## Least Cost Pipeline Construction - sorted on potential
This notebook constructs a pipeline network connecting all biogas sources using the following workflow: 
1.	Start with the biogas source with the largest potential (f^3/yr) and find its least cost path to the existing pipeline network.
2.	Move to the site with the next highest potential and find its least cost path to the updated pipeline (original + the pipeline linking the 1st site to the original pipe network). 
3.	Proceed with remaining sites, in order of declining potential, until all are connected.
4.	Then, when all sites have been connected, compute the accumulated volume of biogas passing through each segment from all “upstream sites”. 

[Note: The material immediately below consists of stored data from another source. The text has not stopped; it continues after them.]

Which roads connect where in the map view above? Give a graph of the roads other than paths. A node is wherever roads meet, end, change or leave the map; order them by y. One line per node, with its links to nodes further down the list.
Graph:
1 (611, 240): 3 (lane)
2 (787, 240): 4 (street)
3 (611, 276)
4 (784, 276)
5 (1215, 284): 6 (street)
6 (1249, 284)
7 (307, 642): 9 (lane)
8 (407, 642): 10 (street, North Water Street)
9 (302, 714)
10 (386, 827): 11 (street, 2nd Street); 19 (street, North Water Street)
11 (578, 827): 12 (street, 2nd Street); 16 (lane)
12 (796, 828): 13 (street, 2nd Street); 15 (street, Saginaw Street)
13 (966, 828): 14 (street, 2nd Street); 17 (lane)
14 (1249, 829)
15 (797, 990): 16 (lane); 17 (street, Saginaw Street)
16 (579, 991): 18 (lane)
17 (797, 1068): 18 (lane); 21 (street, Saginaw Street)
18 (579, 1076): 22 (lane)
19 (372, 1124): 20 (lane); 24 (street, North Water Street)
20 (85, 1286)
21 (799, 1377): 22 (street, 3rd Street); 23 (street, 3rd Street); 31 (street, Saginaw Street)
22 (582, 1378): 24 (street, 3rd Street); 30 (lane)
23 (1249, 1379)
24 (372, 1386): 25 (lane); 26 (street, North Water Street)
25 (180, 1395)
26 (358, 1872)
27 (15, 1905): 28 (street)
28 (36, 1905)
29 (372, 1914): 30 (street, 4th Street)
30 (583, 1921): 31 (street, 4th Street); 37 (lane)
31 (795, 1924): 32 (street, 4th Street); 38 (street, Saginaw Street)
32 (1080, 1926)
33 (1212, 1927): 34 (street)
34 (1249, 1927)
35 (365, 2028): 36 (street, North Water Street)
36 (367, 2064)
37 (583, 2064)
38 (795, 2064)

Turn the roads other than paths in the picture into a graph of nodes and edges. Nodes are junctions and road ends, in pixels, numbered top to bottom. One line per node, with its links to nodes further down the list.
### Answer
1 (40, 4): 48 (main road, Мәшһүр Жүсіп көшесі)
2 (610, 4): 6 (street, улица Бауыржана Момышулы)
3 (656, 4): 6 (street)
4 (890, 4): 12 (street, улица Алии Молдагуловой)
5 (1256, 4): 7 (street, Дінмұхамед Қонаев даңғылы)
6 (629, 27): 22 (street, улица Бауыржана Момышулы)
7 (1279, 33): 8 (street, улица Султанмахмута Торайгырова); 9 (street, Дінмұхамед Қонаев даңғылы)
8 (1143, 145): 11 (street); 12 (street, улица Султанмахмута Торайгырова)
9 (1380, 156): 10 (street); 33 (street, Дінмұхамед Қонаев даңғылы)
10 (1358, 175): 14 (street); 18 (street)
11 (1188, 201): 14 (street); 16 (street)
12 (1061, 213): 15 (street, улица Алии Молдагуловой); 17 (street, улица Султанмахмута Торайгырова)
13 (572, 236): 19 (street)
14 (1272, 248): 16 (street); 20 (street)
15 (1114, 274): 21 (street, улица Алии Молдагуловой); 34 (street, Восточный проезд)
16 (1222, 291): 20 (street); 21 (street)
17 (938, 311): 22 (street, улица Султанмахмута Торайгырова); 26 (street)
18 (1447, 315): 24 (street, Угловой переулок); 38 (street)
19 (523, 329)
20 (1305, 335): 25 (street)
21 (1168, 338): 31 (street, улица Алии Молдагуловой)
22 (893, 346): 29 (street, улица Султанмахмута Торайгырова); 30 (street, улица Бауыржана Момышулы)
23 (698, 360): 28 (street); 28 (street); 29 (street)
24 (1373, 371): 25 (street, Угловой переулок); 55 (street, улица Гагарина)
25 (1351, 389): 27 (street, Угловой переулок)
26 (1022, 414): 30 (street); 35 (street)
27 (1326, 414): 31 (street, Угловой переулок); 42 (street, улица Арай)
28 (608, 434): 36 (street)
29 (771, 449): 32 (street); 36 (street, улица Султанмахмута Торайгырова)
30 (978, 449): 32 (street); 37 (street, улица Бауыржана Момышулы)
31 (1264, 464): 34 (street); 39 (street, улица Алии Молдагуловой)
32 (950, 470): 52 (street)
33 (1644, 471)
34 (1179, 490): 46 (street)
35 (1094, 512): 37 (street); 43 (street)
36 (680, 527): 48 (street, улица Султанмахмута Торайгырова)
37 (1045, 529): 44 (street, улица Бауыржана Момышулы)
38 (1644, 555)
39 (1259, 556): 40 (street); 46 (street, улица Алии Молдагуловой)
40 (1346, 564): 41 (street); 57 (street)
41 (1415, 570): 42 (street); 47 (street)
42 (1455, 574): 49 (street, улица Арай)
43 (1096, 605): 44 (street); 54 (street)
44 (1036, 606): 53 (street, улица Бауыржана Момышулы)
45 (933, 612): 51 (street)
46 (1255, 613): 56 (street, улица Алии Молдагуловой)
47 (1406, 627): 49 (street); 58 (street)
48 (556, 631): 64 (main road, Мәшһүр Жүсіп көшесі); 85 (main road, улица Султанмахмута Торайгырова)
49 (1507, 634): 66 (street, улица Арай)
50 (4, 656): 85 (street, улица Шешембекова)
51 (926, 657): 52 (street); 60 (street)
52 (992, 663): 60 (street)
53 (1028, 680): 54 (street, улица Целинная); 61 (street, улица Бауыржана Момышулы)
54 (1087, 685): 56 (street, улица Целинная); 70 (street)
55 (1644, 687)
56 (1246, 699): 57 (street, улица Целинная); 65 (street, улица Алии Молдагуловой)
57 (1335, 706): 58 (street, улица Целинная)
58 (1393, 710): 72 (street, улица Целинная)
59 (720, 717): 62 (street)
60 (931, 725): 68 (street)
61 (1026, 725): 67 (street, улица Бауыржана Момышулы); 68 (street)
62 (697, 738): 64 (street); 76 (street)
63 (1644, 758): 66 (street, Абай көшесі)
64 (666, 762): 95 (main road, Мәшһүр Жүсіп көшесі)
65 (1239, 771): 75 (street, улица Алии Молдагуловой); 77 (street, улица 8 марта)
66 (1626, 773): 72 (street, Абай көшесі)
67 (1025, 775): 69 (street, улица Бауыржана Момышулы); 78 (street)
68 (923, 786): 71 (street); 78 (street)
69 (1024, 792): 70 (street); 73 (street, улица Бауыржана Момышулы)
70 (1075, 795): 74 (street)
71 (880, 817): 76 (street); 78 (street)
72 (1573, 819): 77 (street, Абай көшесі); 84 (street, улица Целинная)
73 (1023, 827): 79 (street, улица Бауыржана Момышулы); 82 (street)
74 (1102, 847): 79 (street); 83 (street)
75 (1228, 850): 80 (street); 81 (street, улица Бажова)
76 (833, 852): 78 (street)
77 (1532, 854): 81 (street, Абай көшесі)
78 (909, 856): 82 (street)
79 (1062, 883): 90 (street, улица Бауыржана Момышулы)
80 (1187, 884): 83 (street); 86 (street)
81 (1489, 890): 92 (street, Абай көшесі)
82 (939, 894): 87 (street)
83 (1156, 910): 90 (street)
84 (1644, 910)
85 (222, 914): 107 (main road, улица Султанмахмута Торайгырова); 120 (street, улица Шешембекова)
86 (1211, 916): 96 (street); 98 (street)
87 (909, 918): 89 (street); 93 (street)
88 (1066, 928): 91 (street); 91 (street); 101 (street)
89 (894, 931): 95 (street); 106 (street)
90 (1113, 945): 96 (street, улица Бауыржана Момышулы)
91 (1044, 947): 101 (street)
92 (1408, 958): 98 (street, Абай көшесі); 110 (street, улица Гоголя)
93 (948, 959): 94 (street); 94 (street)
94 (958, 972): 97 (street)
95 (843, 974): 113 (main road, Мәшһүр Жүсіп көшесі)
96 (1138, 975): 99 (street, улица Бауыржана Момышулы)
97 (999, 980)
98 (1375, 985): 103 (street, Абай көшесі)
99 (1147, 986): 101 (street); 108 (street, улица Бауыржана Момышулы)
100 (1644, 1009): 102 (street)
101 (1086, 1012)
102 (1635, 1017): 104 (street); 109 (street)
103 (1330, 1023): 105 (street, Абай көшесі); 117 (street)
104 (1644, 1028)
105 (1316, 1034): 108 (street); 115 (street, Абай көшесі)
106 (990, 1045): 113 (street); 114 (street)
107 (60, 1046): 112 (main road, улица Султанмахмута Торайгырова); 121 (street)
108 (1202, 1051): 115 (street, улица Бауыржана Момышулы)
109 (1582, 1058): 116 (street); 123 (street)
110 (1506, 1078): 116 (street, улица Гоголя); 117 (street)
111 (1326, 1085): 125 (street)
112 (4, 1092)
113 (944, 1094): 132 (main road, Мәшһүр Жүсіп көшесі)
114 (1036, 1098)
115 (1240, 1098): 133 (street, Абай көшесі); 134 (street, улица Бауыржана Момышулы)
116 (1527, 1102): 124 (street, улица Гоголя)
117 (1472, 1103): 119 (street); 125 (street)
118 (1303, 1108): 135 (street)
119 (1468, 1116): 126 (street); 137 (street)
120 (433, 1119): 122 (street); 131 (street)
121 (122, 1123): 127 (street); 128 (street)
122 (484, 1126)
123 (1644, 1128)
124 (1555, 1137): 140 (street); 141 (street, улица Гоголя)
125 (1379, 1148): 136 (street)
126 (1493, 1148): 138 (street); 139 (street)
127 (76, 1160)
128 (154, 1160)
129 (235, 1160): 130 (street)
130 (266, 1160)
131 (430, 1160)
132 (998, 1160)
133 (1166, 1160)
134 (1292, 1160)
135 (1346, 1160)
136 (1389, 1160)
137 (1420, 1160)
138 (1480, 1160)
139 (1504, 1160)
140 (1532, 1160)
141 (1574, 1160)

#### The datasets required for this analysis include:
* The spreadsheet of biogas source, incliding coordinates and biogas potential 
* The MIT pipeline cost surface (all US)
* The REXTAG natural gas pipeline raster (all US)

#### Analysis consists of the following functions:
* **Data Prep**:
 * Import biogas locations as Pandas dataframe: `df_biogas`
 * Convert biogas locations to GeoPandas geodataframe, using WGS 84 coordinate ref. system (CRS): `gdf_biogas`
 * Import MIT pipeline cost surface as rasterio raster: `ds_pipecost_full`
 * Transform biogas geodataframe to same CRS as pipeline cost raster: `ds_pipelines_full`
 * Subset pipeline cost raster to extent of biogas locations, buffered by 5km: `ds_pipecost`
 * Subset pipeline raster to same extent as above: `ds_pipelines`

* **Functions**:
 * `cost_distance(source_pt, cost_array)`: Compute cost distance away from site. Outputs are a cost distance and traceback array. 
 * `compute_lcp(source_pt, cost_array, pipes_array)`: 

---
## Data Prep

In [174]:
#Imports
import numpy as np
import pandas as pd
import geopandas as gpd
from shapely.geometry import Point,LineString
import rasterio
import rasterio.mask

from skimage import graph

import matplotlib.pyplot as plt
%matplotlib inline

* Filenames

In [64]:
#Inputs
fn_biogas_excel = '..\\data\\NC_Biogas_Potential.xlsx'
fn_MIT_cost_surface = '..\\data\\MIT_Surface_Full\\costsurface500m.img'
fn_REXTAG_pipe_raster = '..\\data\\processed\\USA_pipes.tif'

#Outputs
fn_biogas_points = '..\\data\\processed\\biogas_sources.shp'
fn_subset_rasters =  '..\\data\\processed\\subset_data.tif'

* Import biogas data and convert to geodataframe

In [10]:
#Read the excel sheet into a dataframe
df_biogas = pd.read_excel(fn_biogas_excel,sheet_name='Swine')
#Create a series of Point geometries for each record
geom = [Point(xy) for xy in zip(df_biogas.Longitude, df_biogas.Latitude)]
#Construct the geodataframe from the data and geometry, setting crs to WGS84
gdf_biogas = gpd.GeoDataFrame(df_biogas, geometry = geom, crs = 4326)
#Delete the original dataframe (to conserve memory)
del(df_biogas)

* Import the MIT cost and REXTAG pipelines rasters

In [19]:
#Read the MIT img file into a rasterio raster
ds_pipecost_full = rasterio.open(fn_MIT_cost_surface)
#Read the REXTAG tif file into a rasterio raster
ds_pipelines_full = rasterio.open(fn_REXTAG_pipe_raster)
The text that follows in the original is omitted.